Data provided →
──────

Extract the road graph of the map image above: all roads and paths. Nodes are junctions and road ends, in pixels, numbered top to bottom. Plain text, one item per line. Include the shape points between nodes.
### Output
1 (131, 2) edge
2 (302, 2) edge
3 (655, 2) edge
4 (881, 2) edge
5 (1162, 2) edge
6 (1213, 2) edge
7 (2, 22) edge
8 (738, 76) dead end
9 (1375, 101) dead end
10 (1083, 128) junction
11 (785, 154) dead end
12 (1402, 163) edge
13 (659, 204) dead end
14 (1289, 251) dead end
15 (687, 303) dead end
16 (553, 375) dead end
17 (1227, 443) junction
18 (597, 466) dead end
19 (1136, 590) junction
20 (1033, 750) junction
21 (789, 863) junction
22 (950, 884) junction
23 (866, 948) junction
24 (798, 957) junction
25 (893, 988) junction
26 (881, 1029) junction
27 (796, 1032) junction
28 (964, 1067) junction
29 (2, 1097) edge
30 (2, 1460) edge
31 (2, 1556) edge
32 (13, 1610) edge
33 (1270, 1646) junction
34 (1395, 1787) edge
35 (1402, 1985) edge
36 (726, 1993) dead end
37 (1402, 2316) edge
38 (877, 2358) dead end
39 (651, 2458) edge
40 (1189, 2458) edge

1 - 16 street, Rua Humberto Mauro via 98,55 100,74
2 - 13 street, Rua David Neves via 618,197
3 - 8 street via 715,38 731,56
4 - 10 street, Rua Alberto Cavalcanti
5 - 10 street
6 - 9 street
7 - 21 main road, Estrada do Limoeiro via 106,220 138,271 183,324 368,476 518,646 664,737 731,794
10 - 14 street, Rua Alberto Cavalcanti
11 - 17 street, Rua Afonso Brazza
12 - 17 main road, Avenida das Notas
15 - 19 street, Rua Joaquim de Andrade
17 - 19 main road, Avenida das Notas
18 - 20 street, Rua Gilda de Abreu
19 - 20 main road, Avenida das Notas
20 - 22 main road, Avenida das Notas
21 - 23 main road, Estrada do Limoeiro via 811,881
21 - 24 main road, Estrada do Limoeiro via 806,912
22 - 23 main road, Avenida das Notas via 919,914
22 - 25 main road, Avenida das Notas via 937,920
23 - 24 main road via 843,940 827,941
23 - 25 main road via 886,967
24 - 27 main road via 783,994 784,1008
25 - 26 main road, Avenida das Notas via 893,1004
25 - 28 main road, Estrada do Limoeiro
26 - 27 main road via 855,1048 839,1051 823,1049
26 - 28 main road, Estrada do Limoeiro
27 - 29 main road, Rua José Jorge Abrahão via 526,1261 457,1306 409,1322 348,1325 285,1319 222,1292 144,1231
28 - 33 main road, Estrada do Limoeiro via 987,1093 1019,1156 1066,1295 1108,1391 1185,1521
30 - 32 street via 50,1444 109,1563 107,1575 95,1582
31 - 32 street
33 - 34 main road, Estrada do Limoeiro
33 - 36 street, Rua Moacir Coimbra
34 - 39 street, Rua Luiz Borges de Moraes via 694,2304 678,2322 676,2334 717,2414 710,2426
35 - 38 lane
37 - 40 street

──────

Task goal →
Could you please print the entire listing exactly?

Answer box →
Extract the road graph of the map image above: all roads and paths. Nodes are junctions and road ends, in pixels, numbered top to bottom. Plain text, one item per line. Include the shape points between nodes.
### Output
1 (131, 2) edge
2 (302, 2) edge
3 (655, 2) edge
4 (881, 2) edge
5 (1162, 2) edge
6 (1213, 2) edge
7 (2, 22) edge
8 (738, 76) dead end
9 (1375, 101) dead end
10 (1083, 128) junction
11 (785, 154) dead end
12 (1402, 163) edge
13 (659, 204) dead end
14 (1289, 251) dead end
15 (687, 303) dead end
16 (553, 375) dead end
17 (1227, 443) junction
18 (597, 466) dead end
19 (1136, 590) junction
20 (1033, 750) junction
21 (789, 863) junction
22 (950, 884) junction
23 (866, 948) junction
24 (798, 957) junction
25 (893, 988) junction
26 (881, 1029) junction
27 (796, 1032) junction
28 (964, 1067) junction
29 (2, 1097) edge
30 (2, 1460) edge
31 (2, 1556) edge
32 (13, 1610) edge
33 (1270, 1646) junction
34 (1395, 1787) edge
35 (1402, 1985) edge
36 (726, 1993) dead end
37 (1402, 2316) edge
38 (877, 2358) dead end
39 (651, 2458) edge
40 (1189, 2458) edge

1 - 16 street, Rua Humberto Mauro via 98,55 100,74
2 - 13 street, Rua David Neves via 618,197
3 - 8 street via 715,38 731,56
4 - 10 street, Rua Alberto Cavalcanti
5 - 10 street
6 - 9 street
7 - 21 main road, Estrada do Limoeiro via 106,220 138,271 183,324 368,476 518,646 664,737 731,794
10 - 14 street, Rua Alberto Cavalcanti
11 - 17 street, Rua Afonso Brazza
12 - 17 main road, Avenida das Notas
15 - 19 street, Rua Joaquim de Andrade
17 - 19 main road, Avenida das Notas
18 - 20 street, Rua Gilda de Abreu
19 - 20 main road, Avenida das Notas
20 - 22 main road, Avenida das Notas
21 - 23 main road, Estrada do Limoeiro via 811,881
21 - 24 main road, Estrada do Limoeiro via 806,912
22 - 23 main road, Avenida das Notas via 919,914
22 - 25 main road, Avenida das Notas via 937,920
23 - 24 main road via 843,940 827,941
23 - 25 main road via 886,967
24 - 27 main road via 783,994 784,1008
25 - 26 main road, Avenida das Notas via 893,1004
25 - 28 main road, Estrada do Limoeiro
26 - 27 main road via 855,1048 839,1051 823,1049
26 - 28 main road, Estrada do Limoeiro
27 - 29 main road, Rua José Jorge Abrahão via 526,1261 457,1306 409,1322 348,1325 285,1319 222,1292 144,1231
28 - 33 main road, Estrada do Limoeiro via 987,1093 1019,1156 1066,1295 1108,1391 1185,1521
30 - 32 street via 50,1444 109,1563 107,1575 95,1582
31 - 32 street
33 - 34 main road, Estrada do Limoeiro
33 - 36 street, Rua Moacir Coimbra
34 - 39 street, Rua Luiz Borges de Moraes via 694,2304 678,2322 676,2334 717,2414 710,2426
35 - 38 lane
37 - 40 street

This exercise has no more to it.